The fact that embedded analytics tools have historically been oriented around iframes is also illustrative of a broader issue plaguing this space – traditionally, data science and analytics teams have not been used to adopting rigorous software engineering standards (versioning, tests, reviews, incremental rollouts and rollbacks, etc), yet they have been the owners of the embedded iframes. Product teams hate this because it often leads to broken product experiences they have little to no control over. The lack of attention paid to carefully building and maintaining "data products" is an overarching issue in the industry, which tooling like dbt is starting to improve at the data infrastructure level. However, these principles have not really made their way to the analytical application yet. Put simply – the iframe is not the right contract between product engineering and data teams.

The second core issue with these embedded solutions is that they are very non-performant, leading to constant loading bars and poor responsiveness (largely because they don’t take advantage of many of the recent advances in cloud data infrastructure).

Finally, these products are ultimately highly constraining in terms of the end-user experience delivered – they will always look and feel like a BI tool, yet dashboards typically have limited utility, and the most interesting use cases for data almost always tie into a workflow.

This set of constraints is fundamentally incompatible with the types of use cases that many modern, data-driven companies (such as Zillow, Wealthfront, LinkedIn, and Stripe mentioned above) have. As such, for the past decade, most of these companies have been left to do everything themselves, from database optimization to SQL management to the visualization layer, and everything in between.

Analytical applications have unique constraints

Part of the reason it has been so challenging for companies to build all of this themselves is that, in many ways, the constraints of analytical applications are somewhat unique in the data space, making it difficult to simply repurpose traditional data tooling. This takes shape in a few ways.

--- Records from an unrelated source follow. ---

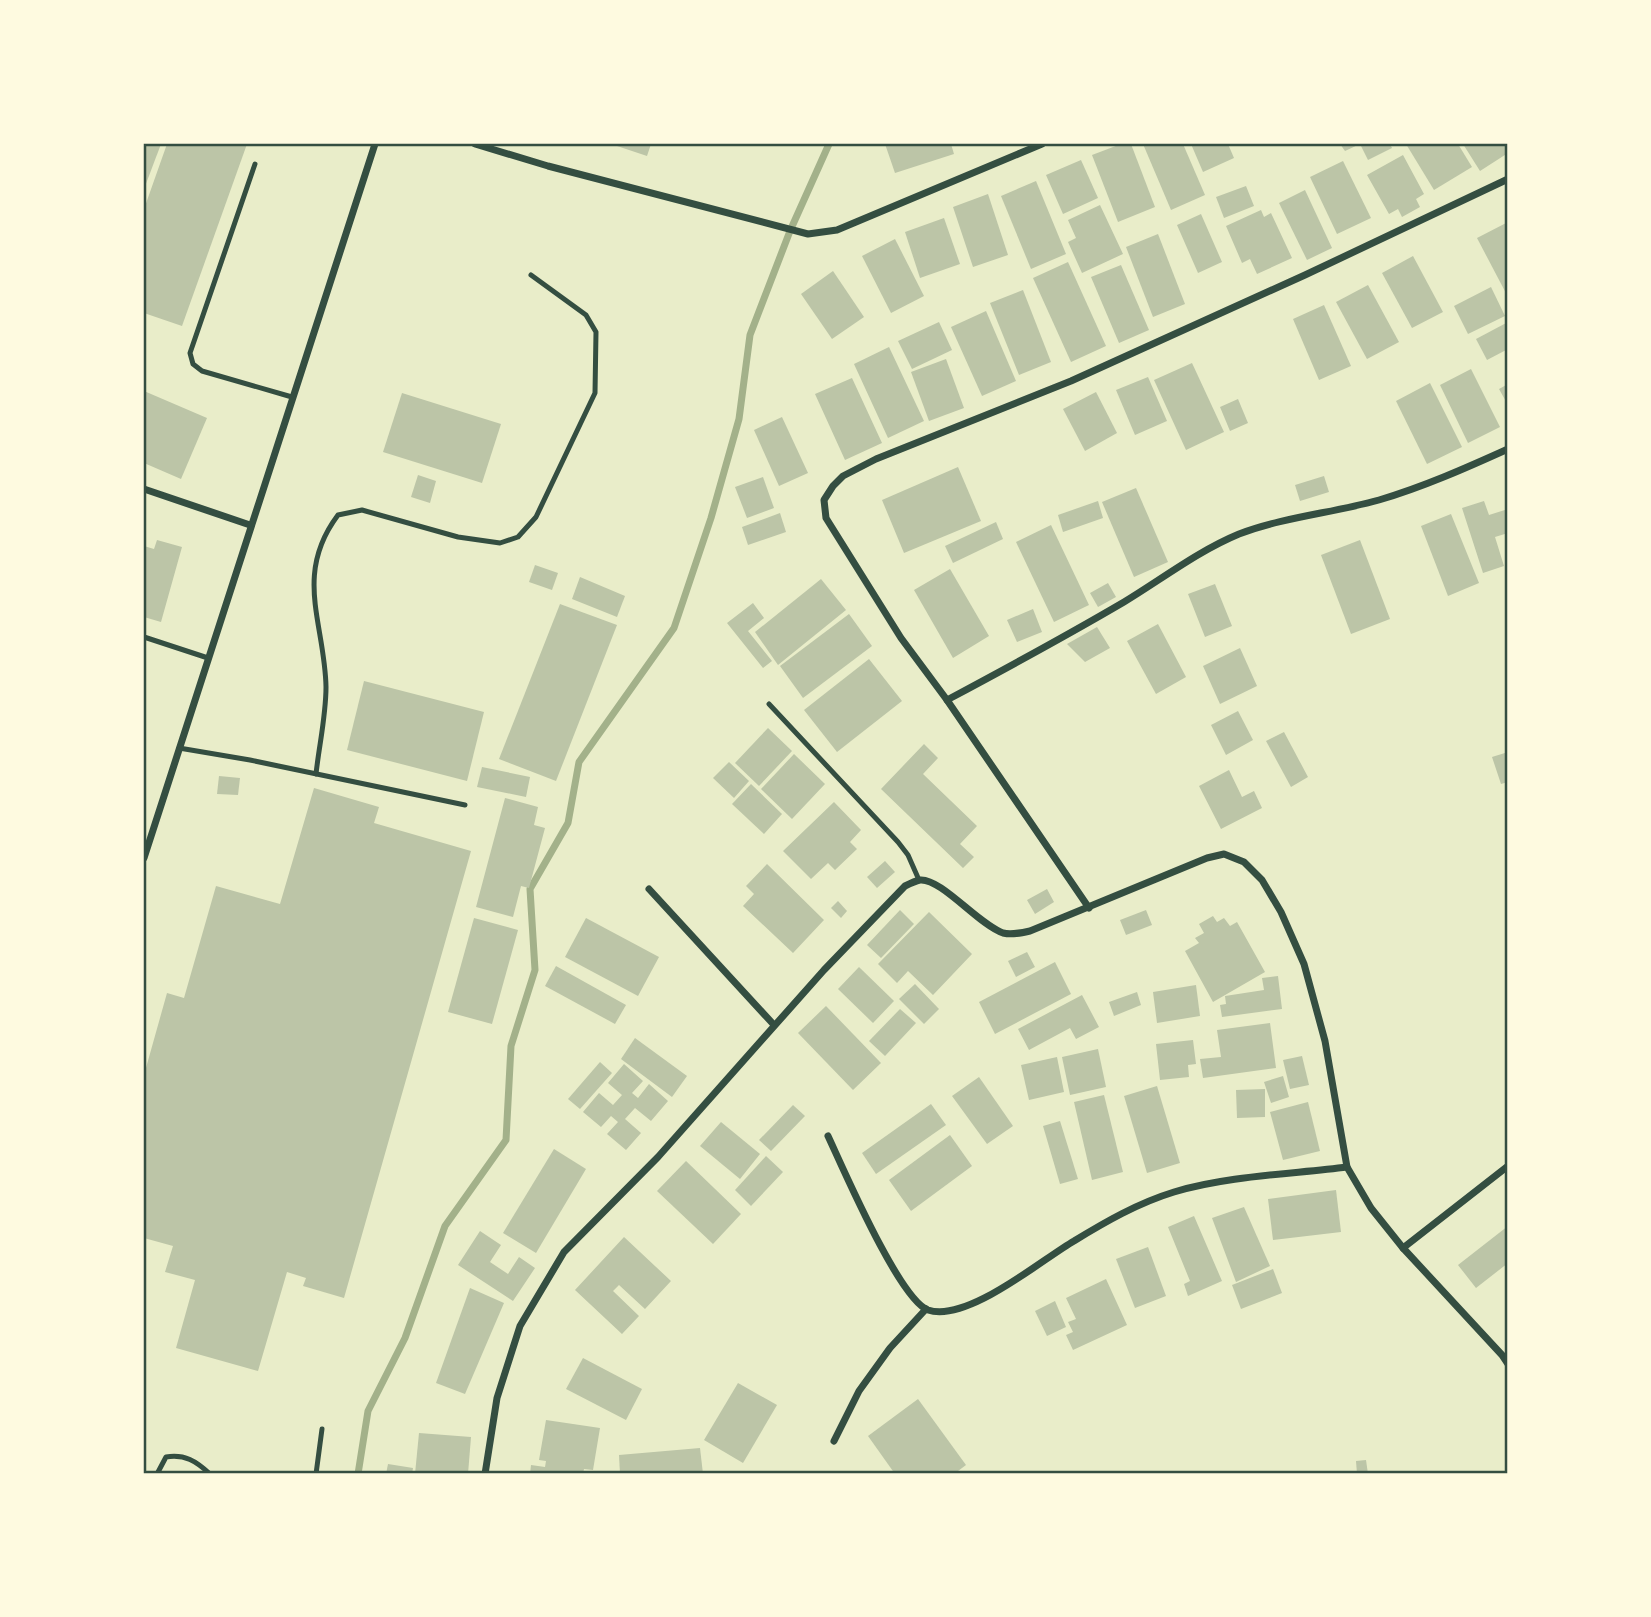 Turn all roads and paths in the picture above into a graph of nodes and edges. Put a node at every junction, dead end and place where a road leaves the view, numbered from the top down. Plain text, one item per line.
1 (374, 144) edge
2 (475, 144) edge
3 (1042, 144) edge
4 (255, 164) dead end
5 (1507, 179) edge
6 (531, 275) dead end
7 (292, 397) junction
8 (1507, 449) edge
9 (144, 489) edge
10 (250, 525) junction
11 (144, 638) edge
12 (208, 658) junction
13 (947, 700) junction
14 (769, 704) dead end
15 (179, 748) junction
16 (316, 774) junction
17 (465, 805) dead end
18 (144, 858) edge
19 (919, 880) junction
20 (649, 889) dead end
21 (1089, 908) junction
22 (774, 1026) junction
23 (828, 1136) dead end
24 (1507, 1166) edge
25 (1347, 1167) junction
26 (1403, 1248) junction
27 (926, 1309) junction
28 (1507, 1364) edge
29 (322, 1429) dead end
30 (834, 1441) dead end
31 (157, 1474) edge
32 (210, 1474) edge
33 (316, 1474) edge
34 (485, 1474) edge

1 - 7 street
2 - 3 street
4 - 7 lane
5 - 13 street
6 - 16 lane
7 - 10 street
8 - 13 street
9 - 10 street
10 - 12 street
11 - 12 lane
12 - 15 street
13 - 21 street
14 - 19 lane
15 - 16 lane
15 - 18 street
16 - 17 lane
19 - 21 street
19 - 22 street
20 - 22 street
21 - 25 street
22 - 34 street
23 - 27 street
24 - 26 street
25 - 26 street
25 - 27 street
26 - 28 street
27 - 30 street
29 - 33 lane
31 - 32 lane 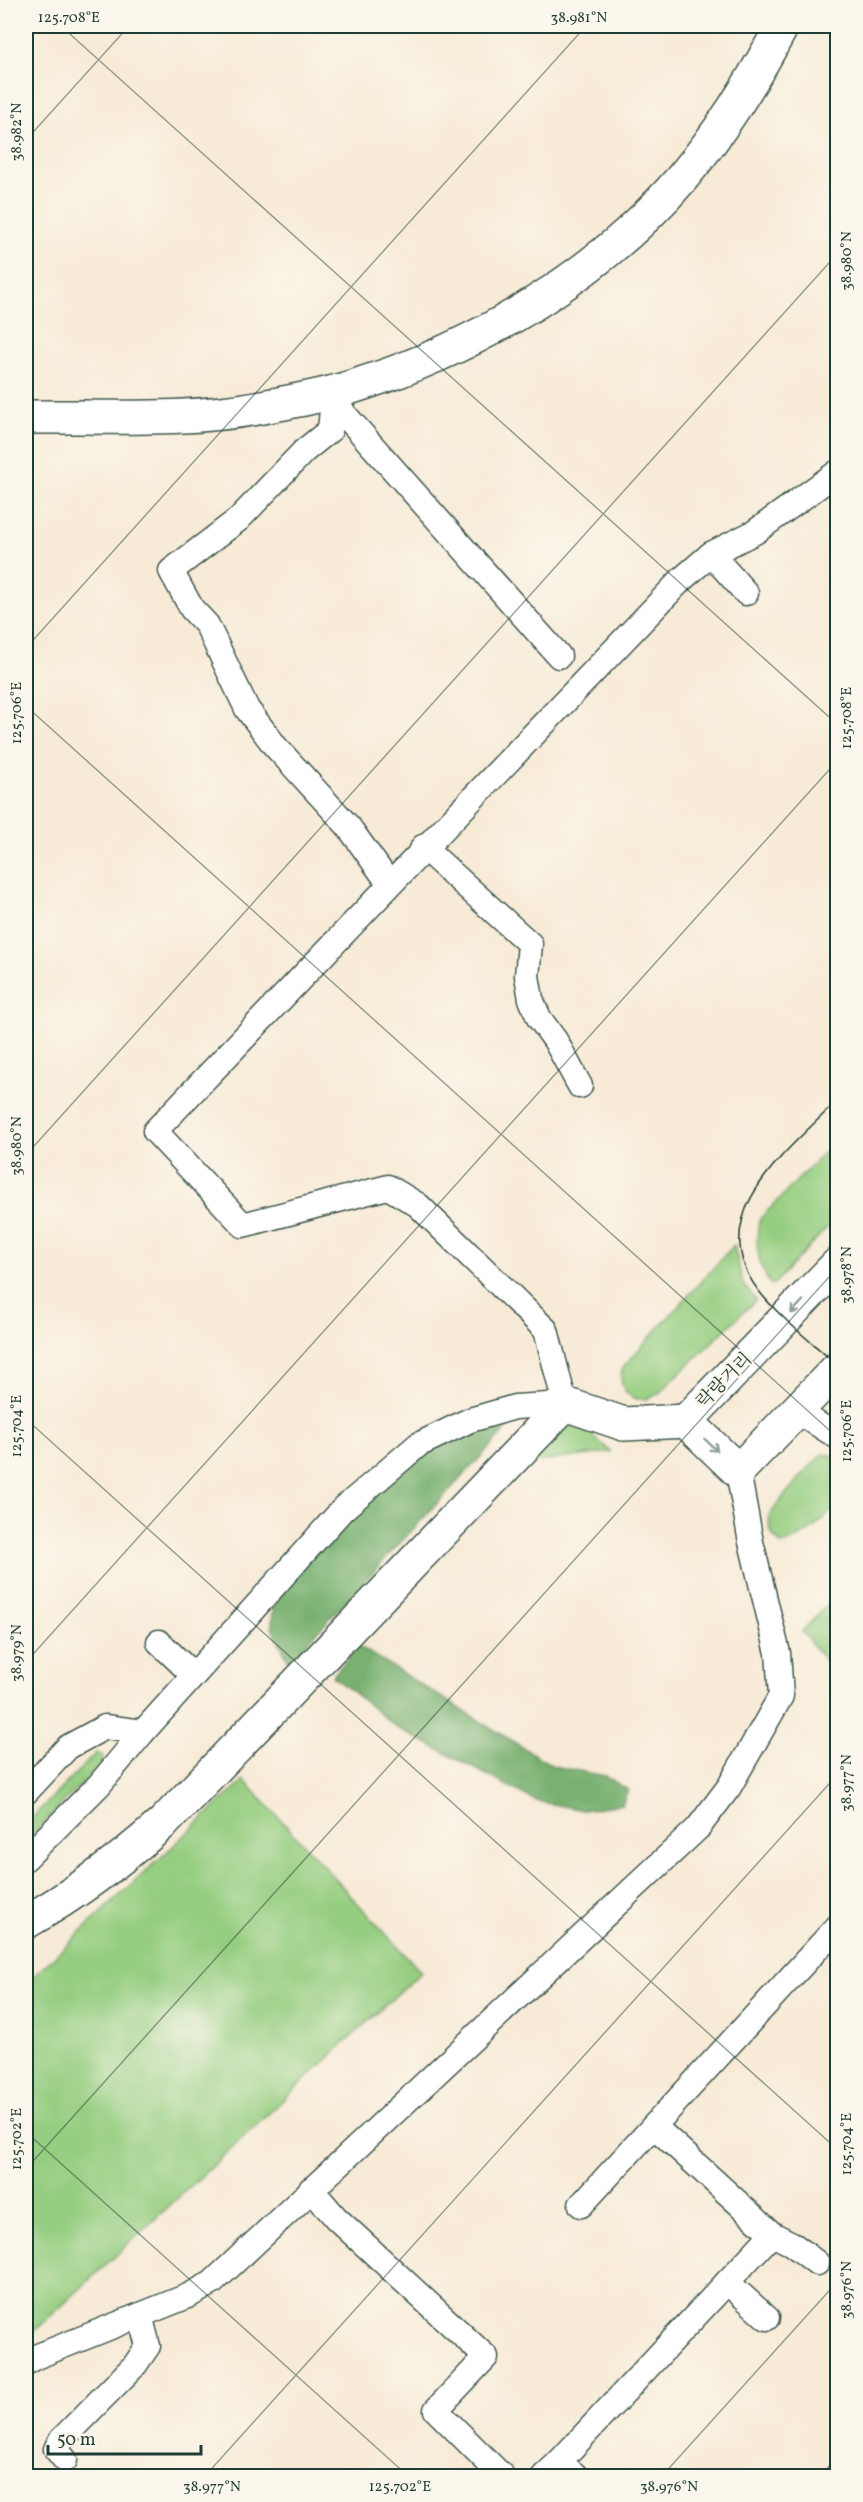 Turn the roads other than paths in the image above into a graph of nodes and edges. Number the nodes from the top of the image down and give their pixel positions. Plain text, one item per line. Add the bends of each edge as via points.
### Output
1 (782, 26) edge
2 (330, 392) junction
3 (26, 417) edge
4 (837, 472) edge
5 (711, 554) junction
6 (746, 593) dead end
7 (559, 656) dead end
8 (423, 848) junction
9 (389, 883) junction
10 (580, 1086) dead end
11 (837, 1264) edge
12 (837, 1368) edge
13 (565, 1404) junction
14 (797, 1412) junction
15 (686, 1421) junction
16 (837, 1437) edge
17 (738, 1471) junction
18 (159, 1642) dead end
19 (193, 1675) junction
20 (143, 1731) junction
21 (26, 1792) edge
22 (26, 1858) edge
23 (26, 1922) edge
24 (837, 1926) edge
25 (654, 2126) junction
26 (311, 2189) junction
27 (582, 2205) dead end
28 (772, 2234) junction
29 (817, 2263) dead end
30 (727, 2282) junction
31 (140, 2315) junction
32 (767, 2318) dead end
33 (26, 2363) edge
34 (65, 2460) dead end
35 (560, 2472) edge
36 (502, 2476) edge

1 - 2 main road via 757,75 682,178 574,278 466,342 363,384
2 - 3 main road via 261,408 193,415
2 - 7 street via 345,415
2 - 9 street via 330,430 239,519 171,571 192,609 207,625 247,710 348,826
4 - 5 street via 755,532
5 - 6 street
5 - 8 street via 681,580
8 - 9 street
8 - 10 street via 530,944 527,976 531,999
9 - 13 street via 154,1131 243,1224 388,1187 418,1205 546,1330
11 -> 15 main road, 락랑거리
12 - 14 main road
13 - 15 main road via 624,1424
13 - 19 street via 515,1407 470,1420 418,1445 343,1509
13 - 23 main road via 164,1822 118,1862
14 - 16 street
14 - 17 main road
15 -> 17 main road, 락랑거리
17 - 26 street via 778,1653 781,1696 752,1751 698,1828
18 - 19 street
19 - 20 street
20 - 21 street via 105,1727 68,1747
20 - 22 street via 99,1785
24 - 25 street
25 - 27 street
25 - 28 street
26 - 31 street via 212,2283
26 - 36 street via 336,2218 486,2357 435,2410
28 - 29 street
28 - 30 street
30 - 32 street
30 - 35 street
31 - 33 street
31 - 34 street via 148,2346 135,2365 60,2441 56,2449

  1. High concurrency – Because analytical applications ultimately serve end users, rather than internal employees or internal systems, you must support dramatically higher numbers of concurrent requests than most traditional data tools were designed for.
  2. Low latency -Customers typically expect fast, snappy product experiences. While your internal data scientists may be okay waiting 5–10 minutes for a query to run (though likely a bit grumpy!), this is a complete non-starter for many user-facing applications, especially if the data analysis is required as part of the core workflow that your product enables.
  3. Software engineering teams become stakeholders – Getting analytical applications to work requires a tight collaboration between data teams (data platform, data engineering, Data Science) and the product teams (frontend, backend) actually delivering the product. Most product teams know nothing about large scale data infrastructure, and they are a set of users most data tools were never designed around. Furthermore, these two personas are used to completely different standards and processes for deploying products – software teams typically follow a rigorous software development process, as discussed in the context of iframes above, whereas techniques like testing, versioning, and similar are only starting to be adopted in data. This can create a lot of friction.
  4. Analytical functionality must be integrated, not isolated – Ultimately, analytical applications involve data analysis becoming a core component of the workflows that a product offers. It is rarely sufficient to simply show some visualizations and be done – the data analysis, visualization, and compute needs to be deeply integrated into the product itself. This is quite different from the way most data tools work, where the notebook, the SQL editor, the DBMS, or similar are designed to do nothing besides analyze data. As an illustrative example – over the past decade, we have seen payments go from something that feels very "third party" (think of getting kicked out to a separate PayPal processing website when want to buy on eBay), to something that is deeply embedded into checkout and eCommerce flows (think of Shopify Pay). This has led to immense benefits in user experience and conversion rates. Data, similarly, shouldn’t feel "bolted on" to a product.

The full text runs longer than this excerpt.